Ulrike Liedtke, SPD: Nein! Die Kommunen sind Träger des Brandschutzes. Das Land erhöht gerade die Finanzkraft der Kommunen deutlich, stufenweise auf 22,43 Prozent der Landeseinnahmen. Damit erhalten die Kommunen von 2019 bis 2022 insgesamt rund 800 Millionen Euro mehr. Auch künftig werden finanzschwache Kommunen bei der Finanzierung ihrer Freiwilligen Feuerwehren unterstützt. 2014 bis 2018 haben wir für Einsatzfahrzeuge rund 26 Millionen Euro investiert und damit 150 Einsatzfahrzeuge der Feuerwehren gefördert. Im Rahmen des Kommunalen Investitionsprogrammes (KIP) wurden zur Stärkung der Feuerwehrinfrastruktur Projekte der Kommunen mit insgesamt 35 Millionen Euro gefördert.
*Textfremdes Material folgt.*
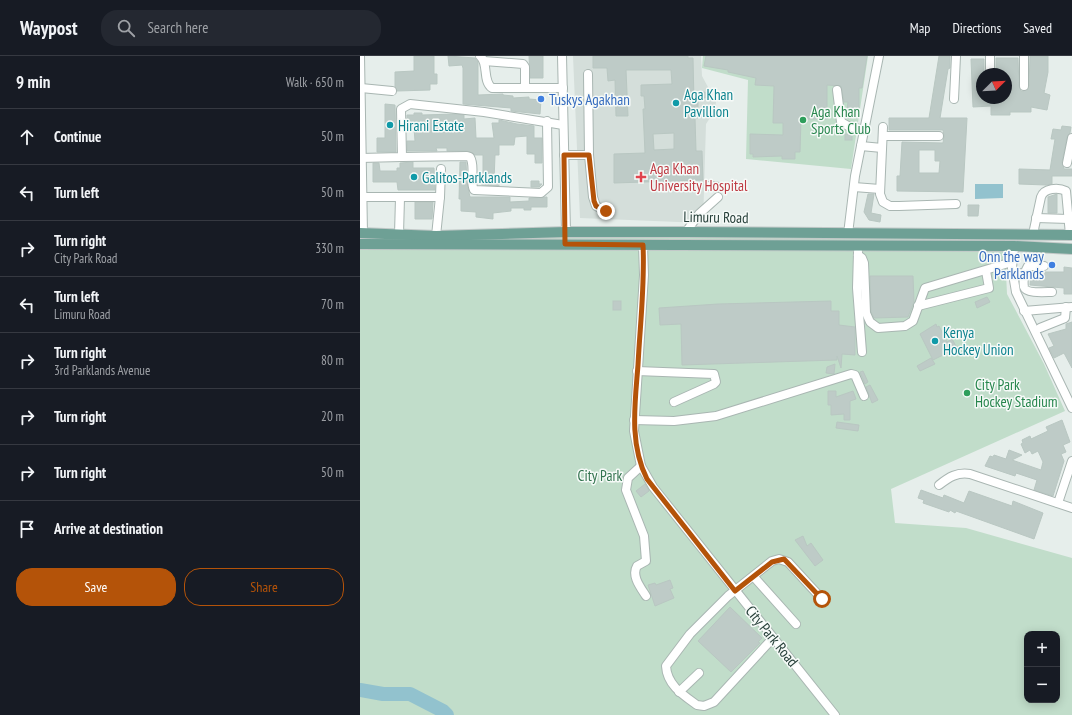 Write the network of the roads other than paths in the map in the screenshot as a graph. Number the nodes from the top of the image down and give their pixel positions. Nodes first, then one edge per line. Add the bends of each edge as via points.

Neu gibt es die die Retterprämie – ehrenamtliches Engagement im Brand- und Katastrophenschutz kann man nicht genug ehren!

Gabriele Schare-Ruf, FDP: Die Feuerwehren sollten jede Unterstützung bekommen, die sie benötigen. Mir ist generell wichtig, dass die Finanzmittel in Brandenburg gerechter verteilt werden: Die rot-rote Landesregierung konzentriert sich vorwiegend auf den Berliner Speckgürtel und Potsdam, neuerdings zudem auf Cottbus und die Lausitz. Aber 60 Prozent der Brandenburger leben außerhalb des Speckgürtels! Wir brauchen mehr Investitionen im ländlichen Raum! Leuchtturmprojekte wie die Medizinische Hochschule müssen aus Landesmitteln unterstützt werden. Außerdem brauchen wir steuerliche Anreize für Gründer und Gewerbeansiedlungen, zum Beispiel Sonderwirtschaftszonen wie in Polen! Andernfalls blutet das Land in der Fläche aus! OPR zuerst!

Siegfried Wittkopf, BVB-Freie Wähler: Die Stadtverordneten werden sich jetzt mit einem neuen Gefahrenabwehrbedarfsplan beschäftigen, der im Entwurf vorliegt. Ich kenne einen solchen Bedarfsplan für das ganze Land Brandenburg nicht. Es ist eine landesweite Entwicklung, dass aus den ehemaligen freiwilligen Feuerwehren Stück für Stück Berufsfeuerwehren werden müssen. Wir sind dahin auf dem Weg. Dies belastet die kommunalen Haushalte bei den Personalkosten erheblich. Das Land sollte hier anteilig die Kosten übernehmen, wie schon im Kitabereich passiert. Die Feuerwehren müssen neuen Herausforderungen gewachsen sein, wie erhöhte Waldbrandgefahren. Auch hier braucht es eine Förderung des Nachwuchses und der Erziehung zur Hilfe und Rettung von Menschenleben an unseren Schulen.